Which lines in the records below contain the word "Drive"? Copy each of them.

LISTED ENTRIES START

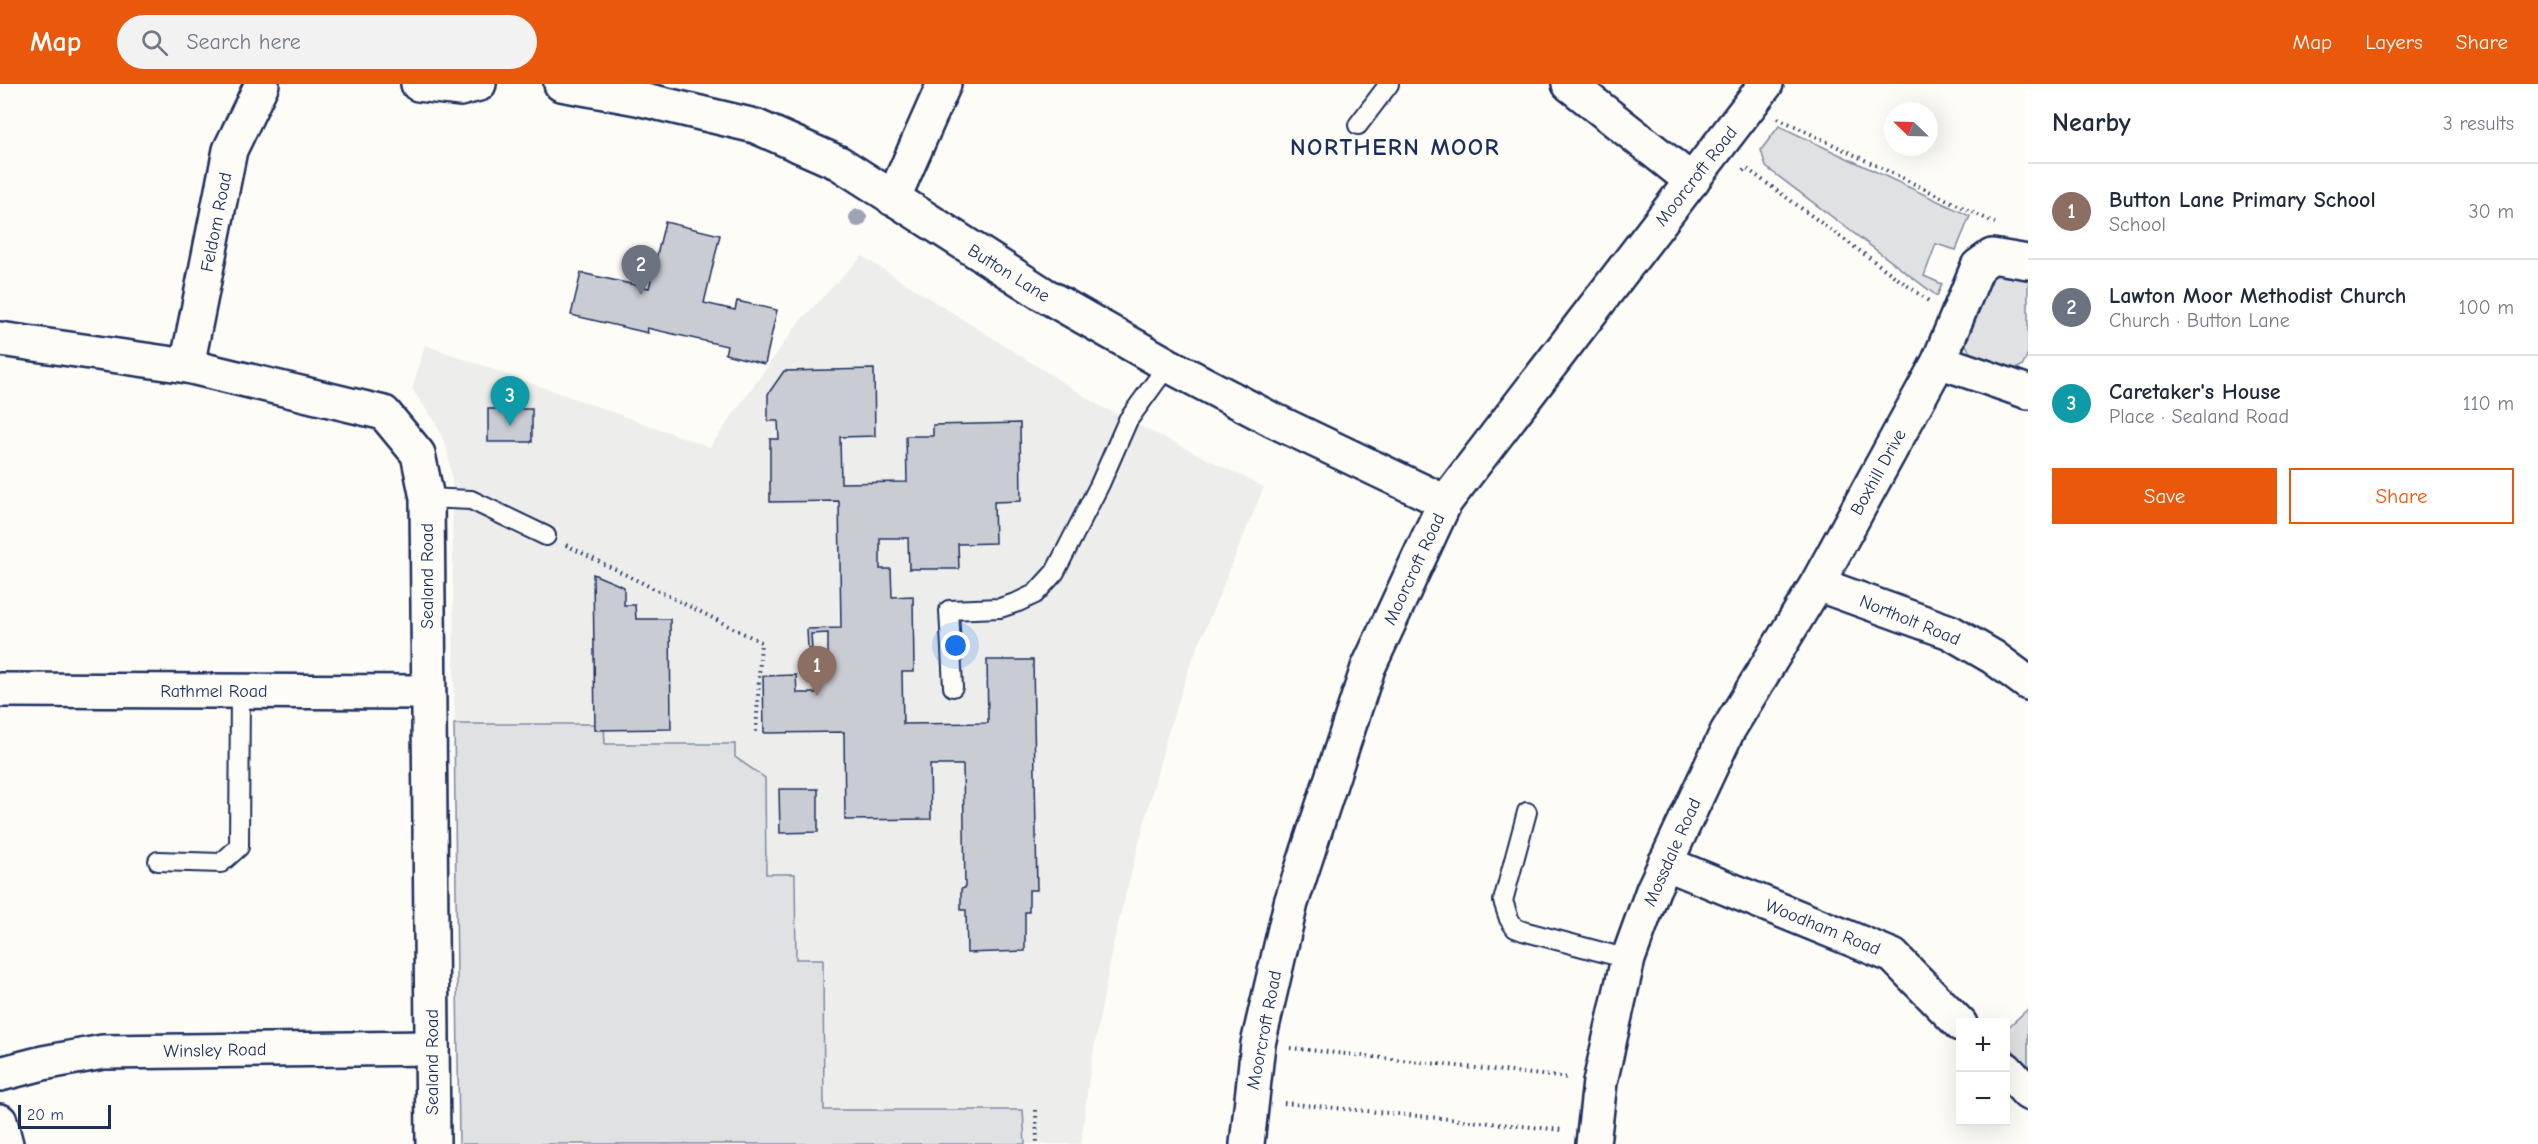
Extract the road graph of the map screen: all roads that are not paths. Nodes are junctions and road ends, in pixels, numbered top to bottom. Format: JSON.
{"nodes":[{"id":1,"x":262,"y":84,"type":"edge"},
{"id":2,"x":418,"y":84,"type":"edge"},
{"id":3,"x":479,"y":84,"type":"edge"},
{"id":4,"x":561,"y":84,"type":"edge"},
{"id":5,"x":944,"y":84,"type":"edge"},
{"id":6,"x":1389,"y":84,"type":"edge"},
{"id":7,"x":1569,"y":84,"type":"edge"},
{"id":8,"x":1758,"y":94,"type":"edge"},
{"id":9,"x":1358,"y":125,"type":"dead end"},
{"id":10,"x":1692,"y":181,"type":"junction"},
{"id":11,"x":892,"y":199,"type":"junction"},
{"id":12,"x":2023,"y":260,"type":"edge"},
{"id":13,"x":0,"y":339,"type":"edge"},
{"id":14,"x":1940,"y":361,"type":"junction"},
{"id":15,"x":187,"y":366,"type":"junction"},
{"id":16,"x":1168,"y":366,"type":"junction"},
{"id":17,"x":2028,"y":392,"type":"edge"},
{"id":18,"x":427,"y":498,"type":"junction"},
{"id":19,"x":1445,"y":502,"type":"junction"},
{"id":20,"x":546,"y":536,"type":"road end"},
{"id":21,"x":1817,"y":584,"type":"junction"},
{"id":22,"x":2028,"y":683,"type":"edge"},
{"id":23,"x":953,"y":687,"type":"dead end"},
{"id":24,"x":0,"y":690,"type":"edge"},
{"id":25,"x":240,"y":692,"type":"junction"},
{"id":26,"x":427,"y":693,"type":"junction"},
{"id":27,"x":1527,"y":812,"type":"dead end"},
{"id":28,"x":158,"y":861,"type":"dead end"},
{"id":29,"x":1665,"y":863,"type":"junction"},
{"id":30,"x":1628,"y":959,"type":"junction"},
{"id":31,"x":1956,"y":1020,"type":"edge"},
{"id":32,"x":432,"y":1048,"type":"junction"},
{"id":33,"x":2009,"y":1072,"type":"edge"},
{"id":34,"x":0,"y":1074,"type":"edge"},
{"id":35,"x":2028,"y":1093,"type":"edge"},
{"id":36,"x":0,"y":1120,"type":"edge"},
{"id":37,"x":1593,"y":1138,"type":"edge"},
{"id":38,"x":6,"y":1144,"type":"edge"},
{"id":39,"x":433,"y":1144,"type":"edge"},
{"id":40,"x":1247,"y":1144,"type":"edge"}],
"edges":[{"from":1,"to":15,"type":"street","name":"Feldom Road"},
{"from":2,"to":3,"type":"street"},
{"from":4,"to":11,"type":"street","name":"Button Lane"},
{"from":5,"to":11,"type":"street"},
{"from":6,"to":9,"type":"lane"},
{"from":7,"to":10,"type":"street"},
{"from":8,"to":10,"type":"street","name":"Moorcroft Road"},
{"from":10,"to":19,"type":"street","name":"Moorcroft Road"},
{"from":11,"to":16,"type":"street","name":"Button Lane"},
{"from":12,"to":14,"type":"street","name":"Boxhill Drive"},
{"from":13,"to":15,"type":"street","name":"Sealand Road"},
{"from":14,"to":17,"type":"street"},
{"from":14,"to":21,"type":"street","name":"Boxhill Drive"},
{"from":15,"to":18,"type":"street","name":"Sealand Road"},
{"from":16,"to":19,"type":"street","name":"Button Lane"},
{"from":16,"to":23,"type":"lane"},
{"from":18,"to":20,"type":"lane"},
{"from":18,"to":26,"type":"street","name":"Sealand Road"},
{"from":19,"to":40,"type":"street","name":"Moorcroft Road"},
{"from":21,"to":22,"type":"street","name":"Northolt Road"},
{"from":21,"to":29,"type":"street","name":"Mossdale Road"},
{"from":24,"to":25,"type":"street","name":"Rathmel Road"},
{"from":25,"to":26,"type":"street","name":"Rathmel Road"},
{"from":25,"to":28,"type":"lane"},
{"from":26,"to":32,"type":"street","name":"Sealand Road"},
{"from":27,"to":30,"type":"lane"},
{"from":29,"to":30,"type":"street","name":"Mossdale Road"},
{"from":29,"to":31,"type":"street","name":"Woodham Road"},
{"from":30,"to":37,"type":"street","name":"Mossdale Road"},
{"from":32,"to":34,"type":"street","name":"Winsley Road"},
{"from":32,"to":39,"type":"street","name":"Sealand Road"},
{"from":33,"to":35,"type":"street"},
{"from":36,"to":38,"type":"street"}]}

LISTED ENTRIES END

• **TASK RESPONSE**:
{"from":12,"to":14,"type":"street","name":"Boxhill Drive"},
{"from":14,"to":21,"type":"street","name":"Boxhill Drive"},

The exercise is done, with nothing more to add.